Do you not understand why "dark matter" and "dark energy" were invented? To prop up a FAILED theory (i.e., the "big bang").
"Dark matter" and "dark energy" have never been observed and are only "believed" to exist as a band-aid for the BB. Instead of throwing out the failed theory, the secular (i.e., atheist) scientists just keep putting patches on it.
Again, science is NOT about credentials or "consensus"... it's about FACTS. It does not matter even one tiny bit how many experts agree on something (that is another fallacy called the appeal to popularity) nor what their credentials are.The important thing to note, which makes this particular fallacy difficult to spot, is that the types of claims that you can establish through the valid appeal to authority is limited to what all of that domain's authentic experts uniformly agree upon, which means you're limited to establishing noncontroversial claims, you cannot validly appeal to authority when that domain's experts do not all agree among themselves about that claim.
Again!!! It does not matter if there is "uniformity" (i.e., consensus) in their FALSE belief system or not.

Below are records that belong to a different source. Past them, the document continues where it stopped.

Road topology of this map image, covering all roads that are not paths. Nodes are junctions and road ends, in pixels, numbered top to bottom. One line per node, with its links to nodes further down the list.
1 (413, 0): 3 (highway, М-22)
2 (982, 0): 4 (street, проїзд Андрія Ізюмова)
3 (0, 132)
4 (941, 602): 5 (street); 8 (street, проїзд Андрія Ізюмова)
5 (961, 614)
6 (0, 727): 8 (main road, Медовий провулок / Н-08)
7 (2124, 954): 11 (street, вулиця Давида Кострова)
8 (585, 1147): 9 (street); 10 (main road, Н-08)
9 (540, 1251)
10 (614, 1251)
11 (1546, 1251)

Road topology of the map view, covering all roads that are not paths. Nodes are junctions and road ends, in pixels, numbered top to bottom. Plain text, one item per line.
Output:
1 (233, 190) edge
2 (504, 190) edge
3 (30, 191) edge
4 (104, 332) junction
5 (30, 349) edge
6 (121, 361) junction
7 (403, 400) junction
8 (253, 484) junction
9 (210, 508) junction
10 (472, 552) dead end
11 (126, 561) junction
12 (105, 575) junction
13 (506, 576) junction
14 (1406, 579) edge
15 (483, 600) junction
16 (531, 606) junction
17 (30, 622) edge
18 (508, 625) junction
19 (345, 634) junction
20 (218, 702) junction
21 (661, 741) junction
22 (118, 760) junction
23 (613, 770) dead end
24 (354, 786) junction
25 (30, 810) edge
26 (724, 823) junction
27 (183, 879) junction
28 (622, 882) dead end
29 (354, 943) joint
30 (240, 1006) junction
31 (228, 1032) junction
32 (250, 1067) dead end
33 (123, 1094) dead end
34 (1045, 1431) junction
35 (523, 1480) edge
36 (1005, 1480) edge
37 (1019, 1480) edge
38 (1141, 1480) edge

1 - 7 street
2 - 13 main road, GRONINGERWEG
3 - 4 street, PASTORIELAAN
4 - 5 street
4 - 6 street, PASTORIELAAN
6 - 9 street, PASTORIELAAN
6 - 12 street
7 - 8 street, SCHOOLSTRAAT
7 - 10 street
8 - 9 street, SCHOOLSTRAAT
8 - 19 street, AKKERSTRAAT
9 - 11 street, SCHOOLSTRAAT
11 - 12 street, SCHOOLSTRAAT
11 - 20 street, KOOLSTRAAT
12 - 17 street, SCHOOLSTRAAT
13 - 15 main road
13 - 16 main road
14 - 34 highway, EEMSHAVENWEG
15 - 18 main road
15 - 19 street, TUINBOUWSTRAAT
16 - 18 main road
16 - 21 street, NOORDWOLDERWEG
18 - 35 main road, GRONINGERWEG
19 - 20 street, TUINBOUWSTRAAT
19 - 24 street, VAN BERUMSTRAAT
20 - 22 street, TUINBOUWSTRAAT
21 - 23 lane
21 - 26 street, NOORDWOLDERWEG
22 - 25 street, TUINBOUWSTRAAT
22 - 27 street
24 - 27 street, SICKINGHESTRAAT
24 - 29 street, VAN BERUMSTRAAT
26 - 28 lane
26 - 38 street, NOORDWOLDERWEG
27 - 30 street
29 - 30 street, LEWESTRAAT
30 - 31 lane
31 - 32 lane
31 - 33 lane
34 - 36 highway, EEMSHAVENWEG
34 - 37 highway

That is THE appeal to popularity.Now, among PhD cosmologists, you would probably find uniformity in their teaching that the universe is "billions of years" old, but even though it would satisfy the condition for a valid appeal to authority to name one of them as a source for arguing that the universe is that old, it wouldn't prove your point, because, as @Trump Gurl above said, either the universe was made in six days or it wasn't, and the evidence doesn't demonstrate either one to the exclusion of the other, the evidence is consistent with both theories. If it is true that all PhD cosmologists agree that the universe is "billions of years" old, then they are all guilty of presuming that they are right, that the universe was not created in six days, which is the fallacy of begging the question.
And AGAIN, NO it does NOT make it a "valid appeal to authority". You are just immensely confused about what constitutes truth.
And AGAIN... you do NOT know what begging the question is.